→ TO DO:
Each record below needs to be copied out exactly as it stands.

[DATA Boundary: Start]

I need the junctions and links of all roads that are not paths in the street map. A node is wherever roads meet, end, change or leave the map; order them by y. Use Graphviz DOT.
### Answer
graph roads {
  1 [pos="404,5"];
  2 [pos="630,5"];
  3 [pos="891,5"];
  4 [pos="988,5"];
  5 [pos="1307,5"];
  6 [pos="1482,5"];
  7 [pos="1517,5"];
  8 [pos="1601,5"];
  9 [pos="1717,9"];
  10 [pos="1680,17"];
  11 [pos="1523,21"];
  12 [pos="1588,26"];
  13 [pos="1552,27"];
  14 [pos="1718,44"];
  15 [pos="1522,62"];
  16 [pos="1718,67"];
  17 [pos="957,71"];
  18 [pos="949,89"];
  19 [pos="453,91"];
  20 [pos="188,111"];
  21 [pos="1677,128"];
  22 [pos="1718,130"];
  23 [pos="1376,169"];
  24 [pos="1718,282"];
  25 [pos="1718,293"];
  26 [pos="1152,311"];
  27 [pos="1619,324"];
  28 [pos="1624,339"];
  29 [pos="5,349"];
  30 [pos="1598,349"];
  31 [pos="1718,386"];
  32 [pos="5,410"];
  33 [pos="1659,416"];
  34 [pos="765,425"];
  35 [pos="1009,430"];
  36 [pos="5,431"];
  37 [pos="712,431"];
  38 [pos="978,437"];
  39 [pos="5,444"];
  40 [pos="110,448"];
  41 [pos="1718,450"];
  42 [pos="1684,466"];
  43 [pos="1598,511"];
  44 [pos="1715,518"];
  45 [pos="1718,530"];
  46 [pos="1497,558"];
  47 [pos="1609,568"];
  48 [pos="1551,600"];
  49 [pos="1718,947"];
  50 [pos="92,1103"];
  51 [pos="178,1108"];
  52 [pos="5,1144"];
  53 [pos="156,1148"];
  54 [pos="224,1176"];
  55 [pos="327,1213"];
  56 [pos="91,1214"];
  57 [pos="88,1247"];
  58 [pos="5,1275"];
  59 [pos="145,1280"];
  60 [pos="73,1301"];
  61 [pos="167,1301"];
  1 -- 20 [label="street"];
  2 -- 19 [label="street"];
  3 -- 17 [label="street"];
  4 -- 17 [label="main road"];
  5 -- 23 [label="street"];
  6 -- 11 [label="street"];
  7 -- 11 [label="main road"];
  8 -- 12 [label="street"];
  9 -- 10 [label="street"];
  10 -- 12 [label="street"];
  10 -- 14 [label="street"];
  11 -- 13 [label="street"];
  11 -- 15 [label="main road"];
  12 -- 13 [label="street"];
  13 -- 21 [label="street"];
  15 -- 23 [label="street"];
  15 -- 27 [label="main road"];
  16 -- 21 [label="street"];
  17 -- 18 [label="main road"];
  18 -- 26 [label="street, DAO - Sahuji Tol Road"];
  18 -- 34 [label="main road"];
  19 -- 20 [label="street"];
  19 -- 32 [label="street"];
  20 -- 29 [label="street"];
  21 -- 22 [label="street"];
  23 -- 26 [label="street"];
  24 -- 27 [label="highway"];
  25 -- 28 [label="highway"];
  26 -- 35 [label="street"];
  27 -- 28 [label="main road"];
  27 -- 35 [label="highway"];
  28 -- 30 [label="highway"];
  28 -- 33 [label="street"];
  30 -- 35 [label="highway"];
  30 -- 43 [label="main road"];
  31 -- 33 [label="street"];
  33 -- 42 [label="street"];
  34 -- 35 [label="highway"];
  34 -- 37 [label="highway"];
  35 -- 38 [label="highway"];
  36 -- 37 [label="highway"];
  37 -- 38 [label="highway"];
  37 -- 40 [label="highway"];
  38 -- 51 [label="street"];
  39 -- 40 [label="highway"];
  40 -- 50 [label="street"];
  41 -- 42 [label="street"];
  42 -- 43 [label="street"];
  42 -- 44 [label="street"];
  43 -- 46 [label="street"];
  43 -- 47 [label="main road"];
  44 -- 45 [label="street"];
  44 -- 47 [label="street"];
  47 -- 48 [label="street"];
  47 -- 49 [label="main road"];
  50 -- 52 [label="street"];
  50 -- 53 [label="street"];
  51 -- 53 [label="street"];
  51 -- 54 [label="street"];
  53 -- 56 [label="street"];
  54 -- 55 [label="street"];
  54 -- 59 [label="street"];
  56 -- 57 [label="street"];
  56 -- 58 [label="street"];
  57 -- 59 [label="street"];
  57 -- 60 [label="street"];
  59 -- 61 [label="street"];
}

[DATA Boundary: End]

→ ANSWER BOX:
I need the junctions and links of all roads that are not paths in the street map. A node is wherever roads meet, end, change or leave the map; order them by y. Use Graphviz DOT.
### Answer
graph roads {
  1 [pos="404,5"];
  2 [pos="630,5"];
  3 [pos="891,5"];
  4 [pos="988,5"];
  5 [pos="1307,5"];
  6 [pos="1482,5"];
  7 [pos="1517,5"];
  8 [pos="1601,5"];
  9 [pos="1717,9"];
  10 [pos="1680,17"];
  11 [pos="1523,21"];
  12 [pos="1588,26"];
  13 [pos="1552,27"];
  14 [pos="1718,44"];
  15 [pos="1522,62"];
  16 [pos="1718,67"];
  17 [pos="957,71"];
  18 [pos="949,89"];
  19 [pos="453,91"];
  20 [pos="188,111"];
  21 [pos="1677,128"];
  22 [pos="1718,130"];
  23 [pos="1376,169"];
  24 [pos="1718,282"];
  25 [pos="1718,293"];
  26 [pos="1152,311"];
  27 [pos="1619,324"];
  28 [pos="1624,339"];
  29 [pos="5,349"];
  30 [pos="1598,349"];
  31 [pos="1718,386"];
  32 [pos="5,410"];
  33 [pos="1659,416"];
  34 [pos="765,425"];
  35 [pos="1009,430"];
  36 [pos="5,431"];
  37 [pos="712,431"];
  38 [pos="978,437"];
  39 [pos="5,444"];
  40 [pos="110,448"];
  41 [pos="1718,450"];
  42 [pos="1684,466"];
  43 [pos="1598,511"];
  44 [pos="1715,518"];
  45 [pos="1718,530"];
  46 [pos="1497,558"];
  47 [pos="1609,568"];
  48 [pos="1551,600"];
  49 [pos="1718,947"];
  50 [pos="92,1103"];
  51 [pos="178,1108"];
  52 [pos="5,1144"];
  53 [pos="156,1148"];
  54 [pos="224,1176"];
  55 [pos="327,1213"];
  56 [pos="91,1214"];
  57 [pos="88,1247"];
  58 [pos="5,1275"];
  59 [pos="145,1280"];
  60 [pos="73,1301"];
  61 [pos="167,1301"];
  1 -- 20 [label="street"];
  2 -- 19 [label="street"];
  3 -- 17 [label="street"];
  4 -- 17 [label="main road"];
  5 -- 23 [label="street"];
  6 -- 11 [label="street"];
  7 -- 11 [label="main road"];
  8 -- 12 [label="street"];
  9 -- 10 [label="street"];
  10 -- 12 [label="street"];
  10 -- 14 [label="street"];
  11 -- 13 [label="street"];
  11 -- 15 [label="main road"];
  12 -- 13 [label="street"];
  13 -- 21 [label="street"];
  15 -- 23 [label="street"];
  15 -- 27 [label="main road"];
  16 -- 21 [label="street"];
  17 -- 18 [label="main road"];
  18 -- 26 [label="street, DAO - Sahuji Tol Road"];
  18 -- 34 [label="main road"];
  19 -- 20 [label="street"];
  19 -- 32 [label="street"];
  20 -- 29 [label="street"];
  21 -- 22 [label="street"];
  23 -- 26 [label="street"];
  24 -- 27 [label="highway"];
  25 -- 28 [label="highway"];
  26 -- 35 [label="street"];
  27 -- 28 [label="main road"];
  27 -- 35 [label="highway"];
  28 -- 30 [label="highway"];
  28 -- 33 [label="street"];
  30 -- 35 [label="highway"];
  30 -- 43 [label="main road"];
  31 -- 33 [label="street"];
  33 -- 42 [label="street"];
  34 -- 35 [label="highway"];
  34 -- 37 [label="highway"];
  35 -- 38 [label="highway"];
  36 -- 37 [label="highway"];
  37 -- 38 [label="highway"];
  37 -- 40 [label="highway"];
  38 -- 51 [label="street"];
  39 -- 40 [label="highway"];
  40 -- 50 [label="street"];
  41 -- 42 [label="street"];
  42 -- 43 [label="street"];
  42 -- 44 [label="street"];
  43 -- 46 [label="street"];
  43 -- 47 [label="main road"];
  44 -- 45 [label="street"];
  44 -- 47 [label="street"];
  47 -- 48 [label="street"];
  47 -- 49 [label="main road"];
  50 -- 52 [label="street"];
  50 -- 53 [label="street"];
  51 -- 53 [label="street"];
  51 -- 54 [label="street"];
  53 -- 56 [label="street"];
  54 -- 55 [label="street"];
  54 -- 59 [label="street"];
  56 -- 57 [label="street"];
  56 -- 58 [label="street"];
  57 -- 59 [label="street"];
  57 -- 60 [label="street"];
  59 -- 61 [label="street"];
}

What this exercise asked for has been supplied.